Козацкому роду нет переводу, или Мамай и Огонь-Мол - Страница 66


К оглавлению

66

— А вот квас, квас! Прохладит всех вас, — надрывался он. — Во-от добрый квас!.. Солнце припекает, а квасок остужает! — еще и палкой стучал о полупустую бочку: — По трояку! По трояку! Сало палит, а квас гасит! Кто квасу не пьет, к тому счастье не прет!

И, видимо на счастье надеясь, многие не проходили мимо того страшноватого пойла, и думал про себя Кохайлик, если он сегодня разбогатеет-таки, то выцедят они с мамой сразу по три ковшика, — это уж после обеда, как пить захочется, затем что покуда, в ожидании обещанного цыганочкой богатства, хлопцу хотелось только есть, ибо сала, кое надо гасить квасом, у него давненько уже во рту не бывало.

Итак, надо было сначала… хоть малость разжиться, чуть-чуть озолотиться, штаны подлатать, хлеба пожевать.

38

Разбогатеть! Хотя бы на один день. На час! Хотя бы на ту минуту, когда он опять предстанет пред очи той привередливой и гордой панны, что так неучтиво приняла сегодня его честное сватанье.

И хоть богатства пока еще не было, но он уже приглядывался к сокровищам базара жадным оком покупателя, ибо чего-то все-таки ждал и ждал от слова той цыганочки…

Останавливался с матинкой и возле востроглазых татар, что, скрестив ноги, сидели на земле в тени своих ослов и верблюдов, зазывая к восточным товарам: ордынским, турецким, египетским или персиянским.

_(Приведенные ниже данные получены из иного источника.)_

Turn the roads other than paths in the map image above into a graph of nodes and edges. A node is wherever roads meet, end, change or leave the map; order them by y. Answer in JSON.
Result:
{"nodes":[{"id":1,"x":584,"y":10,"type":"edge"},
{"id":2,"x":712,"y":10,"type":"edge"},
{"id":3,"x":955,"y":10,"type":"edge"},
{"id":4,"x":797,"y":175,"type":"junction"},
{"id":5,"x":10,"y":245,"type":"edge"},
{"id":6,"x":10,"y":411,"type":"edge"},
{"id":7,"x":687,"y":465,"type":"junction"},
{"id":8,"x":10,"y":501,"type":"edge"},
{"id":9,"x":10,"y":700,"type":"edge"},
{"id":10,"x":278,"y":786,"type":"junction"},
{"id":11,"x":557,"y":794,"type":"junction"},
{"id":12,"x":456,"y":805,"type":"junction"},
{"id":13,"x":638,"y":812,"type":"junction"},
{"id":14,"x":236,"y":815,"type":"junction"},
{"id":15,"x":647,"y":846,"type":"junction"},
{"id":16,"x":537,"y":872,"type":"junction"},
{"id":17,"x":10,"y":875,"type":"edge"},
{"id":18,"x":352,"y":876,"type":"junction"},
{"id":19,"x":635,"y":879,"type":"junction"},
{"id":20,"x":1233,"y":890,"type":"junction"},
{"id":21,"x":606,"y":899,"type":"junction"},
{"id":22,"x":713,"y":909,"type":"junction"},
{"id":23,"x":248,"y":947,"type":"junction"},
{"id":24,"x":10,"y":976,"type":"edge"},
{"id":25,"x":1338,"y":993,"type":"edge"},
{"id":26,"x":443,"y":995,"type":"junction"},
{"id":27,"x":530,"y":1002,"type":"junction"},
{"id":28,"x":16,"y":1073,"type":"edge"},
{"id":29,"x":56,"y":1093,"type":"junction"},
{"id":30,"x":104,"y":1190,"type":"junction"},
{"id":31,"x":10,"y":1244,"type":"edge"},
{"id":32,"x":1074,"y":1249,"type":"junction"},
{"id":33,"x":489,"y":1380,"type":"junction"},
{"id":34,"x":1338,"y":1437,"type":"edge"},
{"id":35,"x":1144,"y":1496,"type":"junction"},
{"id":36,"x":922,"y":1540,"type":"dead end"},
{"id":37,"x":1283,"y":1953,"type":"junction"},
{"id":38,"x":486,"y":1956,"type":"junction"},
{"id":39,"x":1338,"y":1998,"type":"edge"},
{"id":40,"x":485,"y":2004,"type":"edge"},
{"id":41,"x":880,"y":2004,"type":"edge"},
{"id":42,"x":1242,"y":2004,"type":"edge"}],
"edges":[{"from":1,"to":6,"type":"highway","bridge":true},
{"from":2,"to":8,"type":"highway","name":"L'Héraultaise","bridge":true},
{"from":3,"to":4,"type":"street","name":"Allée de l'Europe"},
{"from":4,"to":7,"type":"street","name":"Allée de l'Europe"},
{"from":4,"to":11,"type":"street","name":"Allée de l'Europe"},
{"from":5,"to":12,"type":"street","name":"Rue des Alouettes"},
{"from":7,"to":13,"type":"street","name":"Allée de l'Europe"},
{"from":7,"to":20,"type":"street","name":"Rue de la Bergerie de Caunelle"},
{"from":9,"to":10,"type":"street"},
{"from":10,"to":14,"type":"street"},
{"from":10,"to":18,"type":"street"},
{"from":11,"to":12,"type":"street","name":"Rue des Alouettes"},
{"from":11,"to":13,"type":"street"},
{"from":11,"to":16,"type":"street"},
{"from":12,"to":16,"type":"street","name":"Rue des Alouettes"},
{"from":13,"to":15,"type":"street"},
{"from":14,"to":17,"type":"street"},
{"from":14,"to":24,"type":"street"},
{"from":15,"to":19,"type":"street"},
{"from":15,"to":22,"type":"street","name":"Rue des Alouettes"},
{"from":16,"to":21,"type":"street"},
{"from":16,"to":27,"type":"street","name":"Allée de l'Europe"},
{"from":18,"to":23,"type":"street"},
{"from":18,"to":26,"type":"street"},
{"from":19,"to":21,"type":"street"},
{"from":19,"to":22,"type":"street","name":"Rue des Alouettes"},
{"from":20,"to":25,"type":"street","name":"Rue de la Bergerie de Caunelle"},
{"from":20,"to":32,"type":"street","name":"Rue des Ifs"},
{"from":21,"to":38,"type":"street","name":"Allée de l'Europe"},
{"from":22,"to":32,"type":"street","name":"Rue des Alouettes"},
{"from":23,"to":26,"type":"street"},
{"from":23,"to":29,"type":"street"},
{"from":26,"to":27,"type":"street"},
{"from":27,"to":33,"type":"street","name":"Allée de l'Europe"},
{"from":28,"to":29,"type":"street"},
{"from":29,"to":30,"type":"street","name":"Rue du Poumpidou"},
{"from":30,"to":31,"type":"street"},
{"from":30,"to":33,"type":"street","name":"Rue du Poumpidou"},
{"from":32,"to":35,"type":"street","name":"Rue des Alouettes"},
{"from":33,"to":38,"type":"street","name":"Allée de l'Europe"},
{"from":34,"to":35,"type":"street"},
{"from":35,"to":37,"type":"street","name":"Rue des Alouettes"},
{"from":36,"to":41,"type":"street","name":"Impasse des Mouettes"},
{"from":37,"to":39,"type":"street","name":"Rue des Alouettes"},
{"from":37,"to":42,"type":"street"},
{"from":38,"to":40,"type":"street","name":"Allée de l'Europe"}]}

Седой, бритоголовый татарин в красной рубахе с короткими рукавами размахивал саблей, дышал на нее, и след его дыхания легким облачком таял на синеве лезвия… Были у того татарина и обоюдоострые мечи, и кривые ятаганы из дамасской узорчатой стали, — и двумя горнами пылали глаза молодого коваля.

Купить бы этакую и предстать с ней пред очи панны!

А того лучше: своей рукой да выковать такое диво…

И седой татарин, с лицом, умащенным маслом, как цыганское дитя на морозе, сверкнул хищными зубами и, видно поняв неутоленный порыв души этого хлопца, молодого мастера, дал подержать ему дамасскую сабельку, стократ сваренную, скрученную и скованную из отдельных узеньких полос разной стали и железа, дал поглядеть вблизи на тонкие хитроумные узоры на вылощенной кислотою зернистой, полосатой, синеватой поверхности крушца, или, как мы теперь сказали бы, металла.

Были там, у татар, еще и седла — ах, какие седла! — и шлемы, и стальные кольчуги, и лебяжьи стрелы, и серебряные колчаны, и все это хотелось взять в руки молодому мастеру, пощупать, подышать на сталь, запустить в небо стрелу.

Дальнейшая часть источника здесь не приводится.